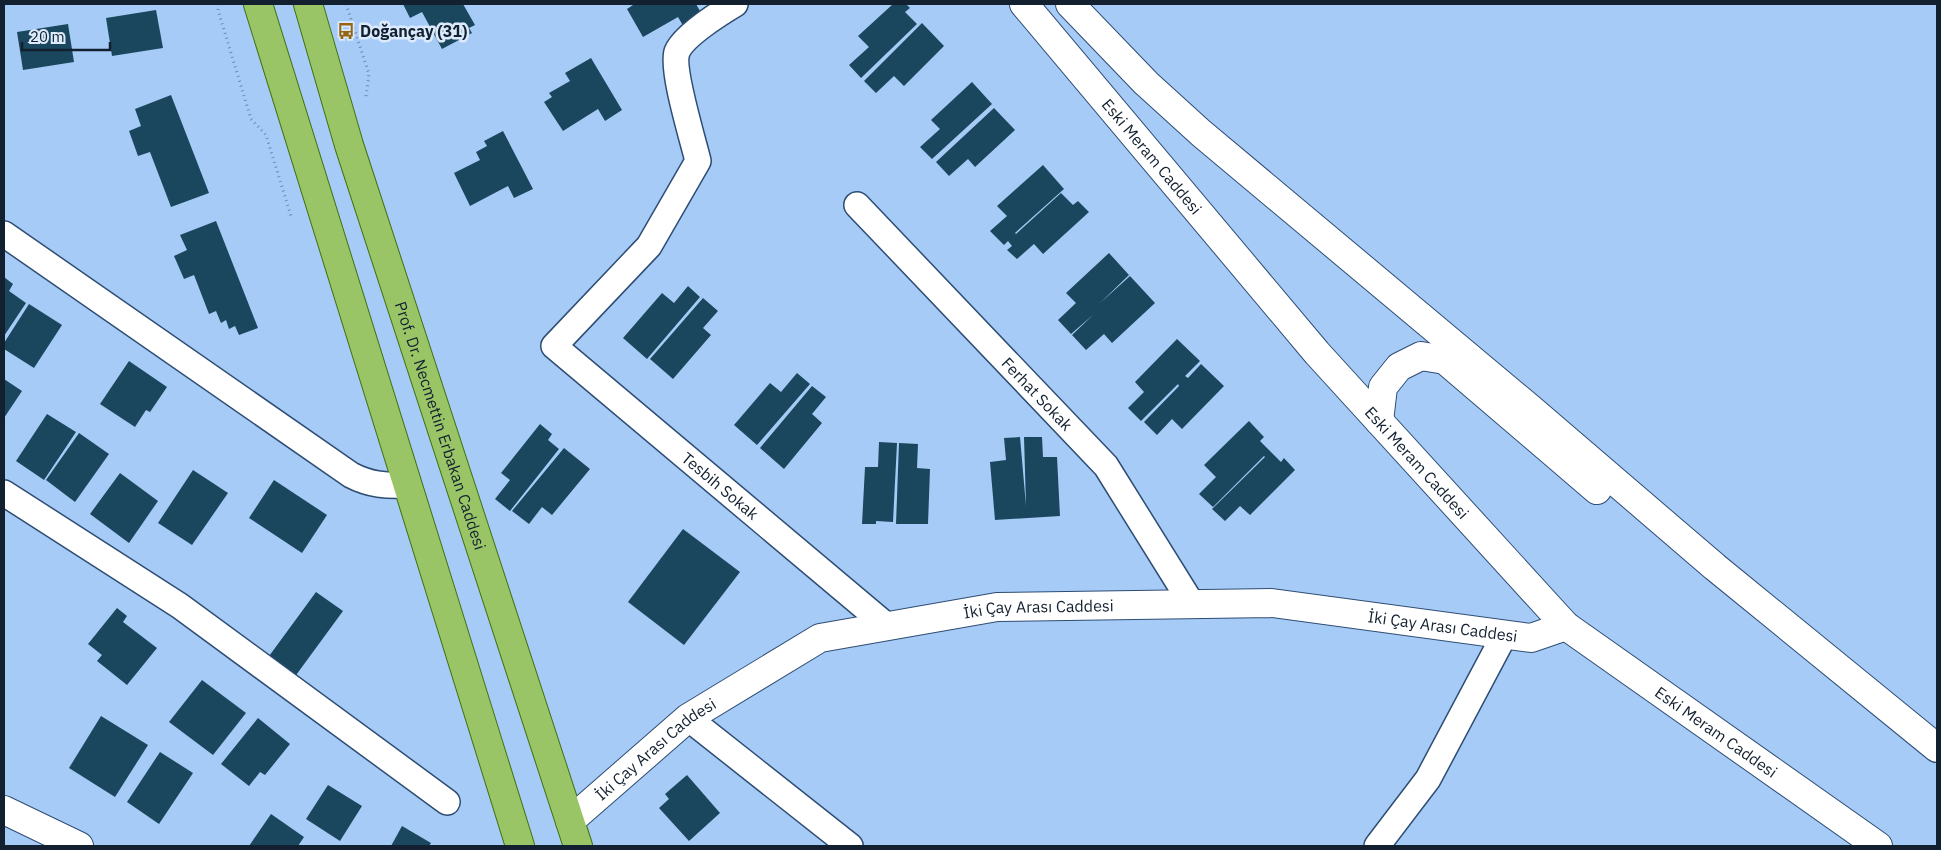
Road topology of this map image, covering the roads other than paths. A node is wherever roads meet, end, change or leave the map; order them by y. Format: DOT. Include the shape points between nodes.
graph roads {
  1 [pos="258,4"];
  2 [pos="308,4"];
  3 [pos="735,4"];
  4 [pos="1024,4"];
  5 [pos="1070,4"];
  6 [pos="857,205"];
  7 [pos="4,234"];
  8 [pos="1379,421"];
  9 [pos="408,485"];
  10 [pos="4,493"];
  11 [pos="1715,566"];
  12 [pos="1192,604"];
  13 [pos="887,626"];
  14 [pos="1566,626"];
  15 [pos="1505,634"];
  16 [pos="688,718"];
  17 [pos="1937,748"];
  18 [pos="447,802"];
  19 [pos="4,810"];
  20 [pos="574,834"];
  21 [pos="519,844"];
  22 [pos="79,846"];
  23 [pos="850,846"];
  24 [pos="1376,846"];
  25 [pos="1878,846"];
  1 -- 9 [label="main road"];
  2 -- 20 [label="main road, Prof. Dr. Necmettin Erbakan Caddesi" via="352,154"];
  3 -- 13 [label="street, Tesbih Sokak" via="686,39 676,53 677,74 698,161 649,246 554,346"];
  4 -- 8 [label="street, Eski Meram Caddesi" via="1317,353"];
  5 -- 11 [label="street" via="1146,83 1201,133"];
  6 -- 12 [label="street, Ferhat Sokak" via="1106,466"];
  7 -- 9 [label="street" via="351,475 376,484"];
  8 -- 11 [label="street" via="1383,386 1399,367 1421,356 1445,360 1632,520"];
  8 -- 14 [label="street, Eski Meram Caddesi"];
  9 -- 21 [label="main road"];
  10 -- 18 [label="street" via="180,606"];
  11 -- 17 [label="street"];
  12 -- 13 [label="street, İki Çay Arası Caddesi" via="996,607"];
  12 -- 15 [label="street, İki Çay Arası Caddesi" via="1272,603"];
  13 -- 16 [label="street, İki Çay Arası Caddesi" via="820,638"];
  14 -- 15 [label="street, İki Çay Arası Caddesi" via="1532,638"];
  14 -- 25 [label="street, Eski Meram Caddesi"];
  15 -- 24 [label="street" via="1428,779"];
  16 -- 20 [label="street, İki Çay Arası Caddesi"];
  16 -- 23 [label="street"];
  19 -- 22 [label="street"];
}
-.-.-
Every line in the data above that contains "Meram" needs to be copied.

  4 -- 8 [label="street, Eski Meram Caddesi" via="1317,353"];
  8 -- 14 [label="street, Eski Meram Caddesi"];
  14 -- 25 [label="street, Eski Meram Caddesi"];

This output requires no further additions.